En effet, seulement 4 militaires sur 10 n'ont pas été en consultation médicale au cours des 6 derniers mois; 2 y ont été une fois et 4 au moins deux fois. Le paludisme est la maladie dont ils se plaignent le plus. Il est la cause de 54,8% des consultations.
Sur 10 militaires, 8 ont pensé avoir une infection sexuellement transmissible, soit parce qu'ils en ont présenté les symptômes(74,2% de militaires), soit parce qu'ils ont eu des douleurs en urinant(77,4%). Ces proportions sont très élevées et rendent indispensables des mesures préventives conséquentes.
Quant à l'alcoolisme et la toxicomanie, il y a un agent seulement sur quatre qui ne les considère pas comme des problèmes de santé.
Il y a lieu de signaler l'existence des conceptions erronées sur les moyens de prévenir certaines maladies, ainsi que l'ignorance chez une forte proportion d'agents de l'ordre.
Dans le cas du paludisme par exemple qui est la maladie la plus meurtrière en Rdc, le fait de boire de l'eau propre, la consommation des aliments bien cuits, l'absence de contacts avec les personnes souffrant du palu et la non-implication dans les problèmes de sorcellerie sont cités parmi les modes de prévention par respectivement 35,8%, 23,9%, 9% et 4,5% de personnes.
Concernant les violences basées sur le «genre», sur 10 militaires, 7 connaissent une personne qui a été obligée d'avoir des relations sexuelles(66,4%) ou qui a obligé une autre à avoir des relations sexuelles avec elle(67%).
Le fait que ces proportions soient élevées est un signe que les violences sexuelles sont fréquentes dans les milieux des agents de l'ordre. Il s'agit donc d'un problème majeur dont il faut réduire la fréquence.
Ist et Vih/ sida:déficit d'information
La plupart de militaires en connaissent l'existence et les symptomes, soit 86%. Les infections les plus connues sont la blennorragie et la gonococcie. Cependant, dans la mesure où 14% des militaires ne connaissent pas l'existence des Ist, les programmes de sensibilisation doivent se poursuivre afin de mieux les faire connaitre.
En ce qui concerne le vih/sida, il est vrai que ce sont seulement 7,7% de personnes qui n'en ont jamais entendu parler, mais la proportion de ceux qui ne connaissent pas un malade du Sida est élevée, soit 24,1%. Même si les modes de transmission qui comportent des risques élevés ( rapport sexuel avec un sidéen par ex ) sont largement connus, de très nombreux militaires ont une connaissance insuffisante des modes de contamination et de prévention de la maladie.

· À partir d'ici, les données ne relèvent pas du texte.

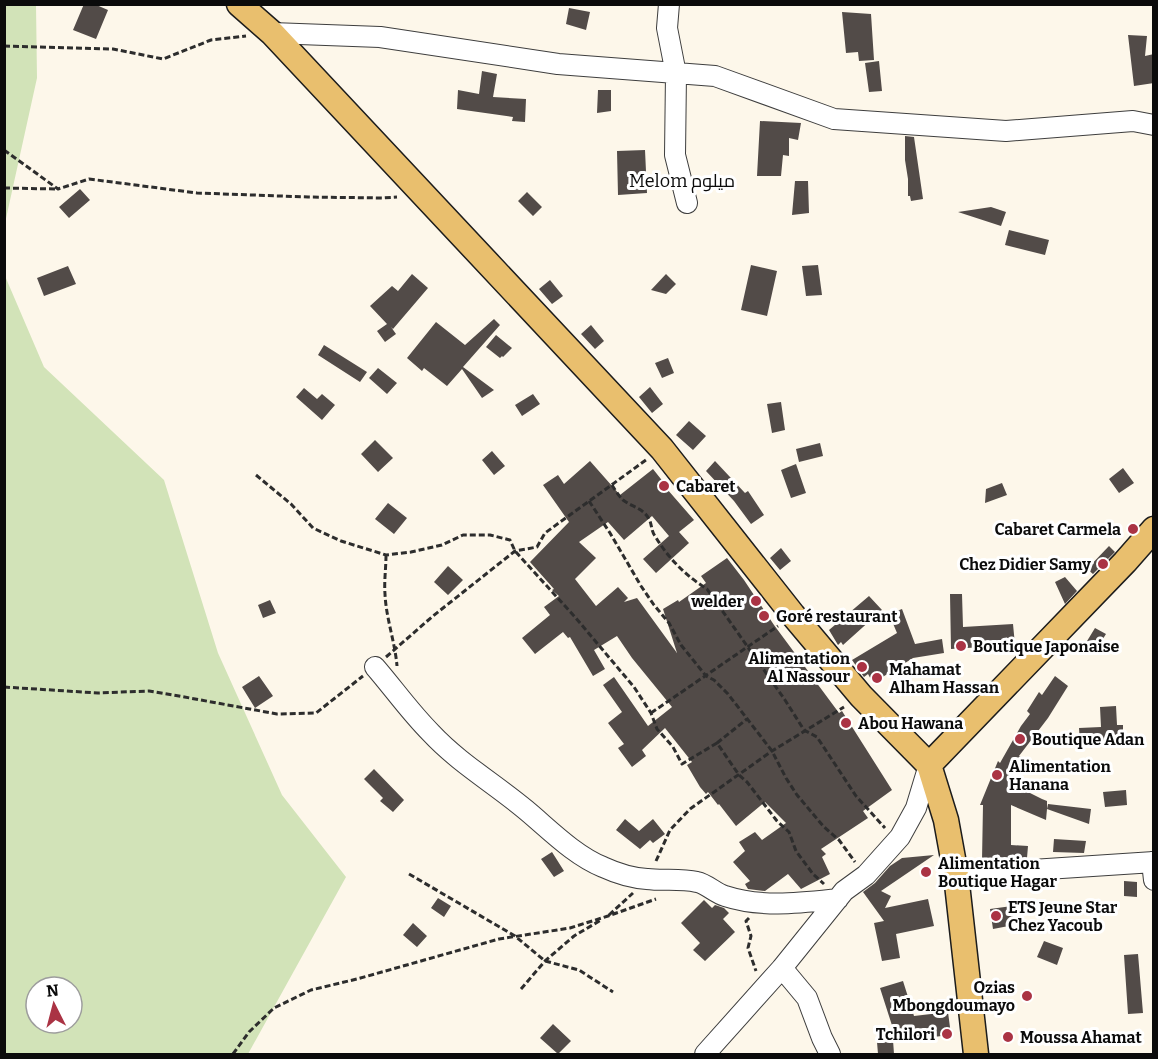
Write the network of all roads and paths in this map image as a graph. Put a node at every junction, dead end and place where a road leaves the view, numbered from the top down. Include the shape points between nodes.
1 (239, 4) edge
2 (669, 4) edge
3 (272, 33) junction
4 (4, 46) edge
5 (676, 74) junction
6 (1154, 125) edge
7 (4, 150) edge
8 (4, 188) edge
9 (58, 189) junction
10 (423, 194) junction
11 (687, 203) dead end
12 (662, 449) junction
13 (256, 475) dead end
14 (612, 485) junction
15 (589, 501) junction
16 (1154, 529) edge
17 (516, 550) junction
18 (386, 555) junction
19 (794, 615) junction
20 (747, 647) junction
21 (396, 649) junction
22 (375, 667) junction
23 (398, 670) dead end
24 (706, 676) junction
25 (4, 687) edge
26 (861, 696) junction
27 (651, 713) junction
28 (747, 718) junction
29 (804, 730) junction
30 (717, 743) junction
31 (772, 752) junction
32 (929, 765) junction
33 (739, 775) junction
34 (900, 837) junction
35 (1153, 868) edge
36 (409, 874) dead end
37 (866, 875) junction
38 (956, 875) junction
39 (645, 879) junction
40 (841, 895) junction
41 (659, 897) dead end
42 (768, 904) junction
43 (608, 916) junction
44 (514, 936) junction
45 (545, 961) junction
46 (782, 968) junction
47 (521, 989) dead end
48 (763, 989) junction
49 (613, 992) dead end
50 (233, 1054) edge
51 (705, 1054) edge
52 (830, 1054) edge
53 (976, 1054) edge

1 - 3 main road
2 - 5 street via 667,28
3 - 4 path via 211,40 163,59 113,49
3 - 5 street via 380,37 558,64
3 - 10 main road
5 - 6 street via 715,76 834,119 1006,131 1133,121
5 - 11 street via 675,155
7 - 9 path
8 - 9 path
9 - 10 path via 89,179 197,193 383,198
10 - 12 main road
12 - 14 path
12 - 19 main road
13 - 18 path via 313,528
14 - 15 path
14 - 20 path via 622,499 641,509 651,520 653,533 665,552 707,589
15 - 17 path via 545,533 537,547
15 - 24 path via 640,586
16 - 32 main road
17 - 18 path via 510,540 463,535 442,545
17 - 21 path
17 - 27 path via 634,687
18 - 21 path via 385,594
19 - 20 path
19 - 26 main road
20 - 24 path
20 - 29 path
21 - 22 path
21 - 23 path
22 - 25 path via 316,713 277,714 149,692
22 - 39 street via 431,734 580,854 602,867
24 - 27 path
24 - 28 path via 728,694
26 - 29 path
26 - 32 main road
27 - 30 path via 657,729 682,764
28 - 30 path
28 - 31 path
29 - 31 path
29 - 34 path via 817,737 871,814
30 - 33 path
31 - 33 path
31 - 37 path via 797,795
32 - 34 street via 916,808
32 - 38 main road via 946,820
33 - 39 path via 690,809 670,830 652,872
33 - 40 path via 789,832 796,851 813,874
34 - 37 street
35 - 38 street
36 - 44 path
37 - 40 street
38 - 53 main road
39 - 42 street via 700,882 723,896
39 - 43 path
40 - 42 street via 805,903
40 - 46 street
41 - 43 path
42 - 48 path via 746,921 751,936 748,948
43 - 44 path via 570,928
43 - 45 path via 574,936
44 - 45 path
44 - 50 path via 310,990 274,1008
45 - 47 path
45 - 49 path via 579,970
46 - 48 street
46 - 52 street via 807,998
48 - 51 street

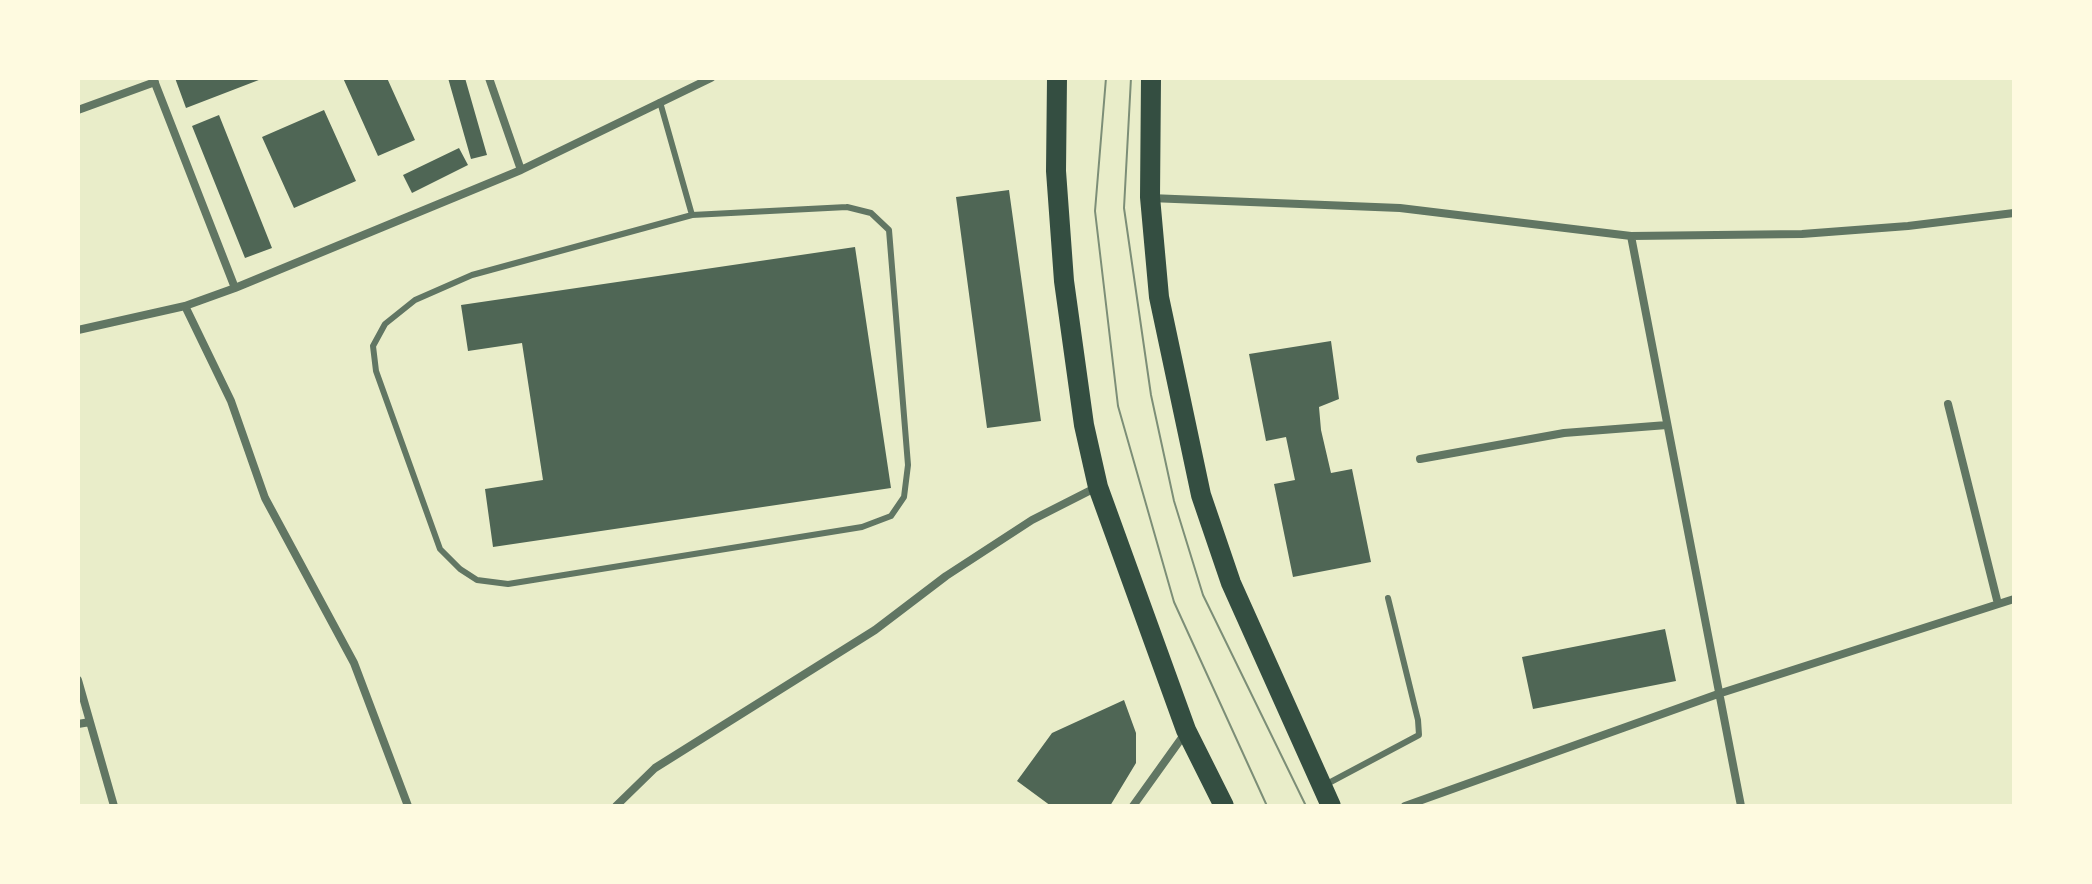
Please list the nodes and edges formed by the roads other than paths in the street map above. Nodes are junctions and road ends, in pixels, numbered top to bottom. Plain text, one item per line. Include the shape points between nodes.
1 (489, 78) edge
2 (711, 78) edge
3 (1057, 78) edge
4 (1151, 78) edge
5 (154, 80) edge
6 (660, 102) junction
7 (78, 110) edge
8 (521, 170) junction
9 (1150, 197) junction
10 (2014, 213) edge
11 (692, 215) junction
12 (1631, 236) junction
13 (235, 288) junction
14 (185, 306) junction
15 (78, 330) edge
16 (1948, 404) dead end
17 (1667, 425) junction
18 (1420, 459) dead end
19 (1098, 487) junction
20 (1388, 598) dead end
21 (2014, 599) edge
22 (1998, 604) junction
23 (78, 680) edge
24 (1718, 694) junction
25 (90, 722) junction
26 (78, 724) edge
27 (1186, 730) junction
28 (1322, 787) junction
29 (114, 806) edge
30 (408, 806) edge
31 (616, 806) edge
32 (1133, 806) edge
33 (1224, 806) edge
34 (1331, 806) edge
35 (1405, 806) edge
36 (1741, 806) edge

1 - 8 street
2 - 6 street
3 - 19 main road via 1056,171 1064,281
4 - 9 main road
5 - 7 street
5 - 13 street
6 - 8 street
6 - 11 lane
8 - 13 street
9 - 12 street via 1400,208
9 - 28 main road via 1159,297 1201,495 1231,583
10 - 12 street via 1802,234
11 - 11 lane via 847,207 871,213 889,230 908,465 904,497 891,516 862,527 508,584 477,580 440,549 376,371 373,346 385,324 415,300 472,275
12 - 17 street
13 - 14 street
14 - 15 street
14 - 30 street via 231,401 265,498 354,663
16 - 22 street
17 - 18 street via 1564,433
17 - 24 street
19 - 27 main road
19 - 31 street via 1032,520 875,630 655,768
20 - 28 lane via 1419,735
21 - 22 street
22 - 24 street
23 - 25 street
24 - 35 street
24 - 36 street
25 - 26 street
25 - 29 street
27 - 32 street
27 - 33 main road
28 - 34 main road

En effet, 29,1% d'agents ne pensent pas que l'abstinence est un moyen efficace de prévention des Ist. En outre, il y a respectivement 19,5% et 90,1% qui ne citent pas le préservatif et la fidélité comme moyens efficaces de protection. D'autres modes de contamination sont appuyés par des militaires tels que l'utilisation des toilettes publiques, la pratique de la sorcellerie, le don du sang et la transfusion sanguine.
Groupes les plus exposés
Parmi les militaires, 21 personnes sur 100 ont eu à présenter les symptômes d'une maladie sexuellement transmissible. Plusieurs catégories de militaires ont des attitudes et des comportements qui favorisent les Ist et en particulier l'infection du sida. Il s'agit principalementdes moins de 30 ans, avec une faible charge familiale ( moins de 4 enfants), de sexe féminin, d'un bas niveau d'instruction ( illettrés et ceux qui se sont arrêtés à l'enseignement primaire), qui font partie de la troupe (ceux qui n'ont pas le grade d'officier), qui au cours des derniers mois, se sont absentés au moins quatre fois de leur domicile.
Ces catégories méritent des actions particulières en vue de leur protection. Le problème est que les militaires ont des attitudes qui montrent que pour eux le danger n'est pas très proche, il faut leur assurer la sensibilisation et mettre des services de santé de reproduction de qualité à leur disposition.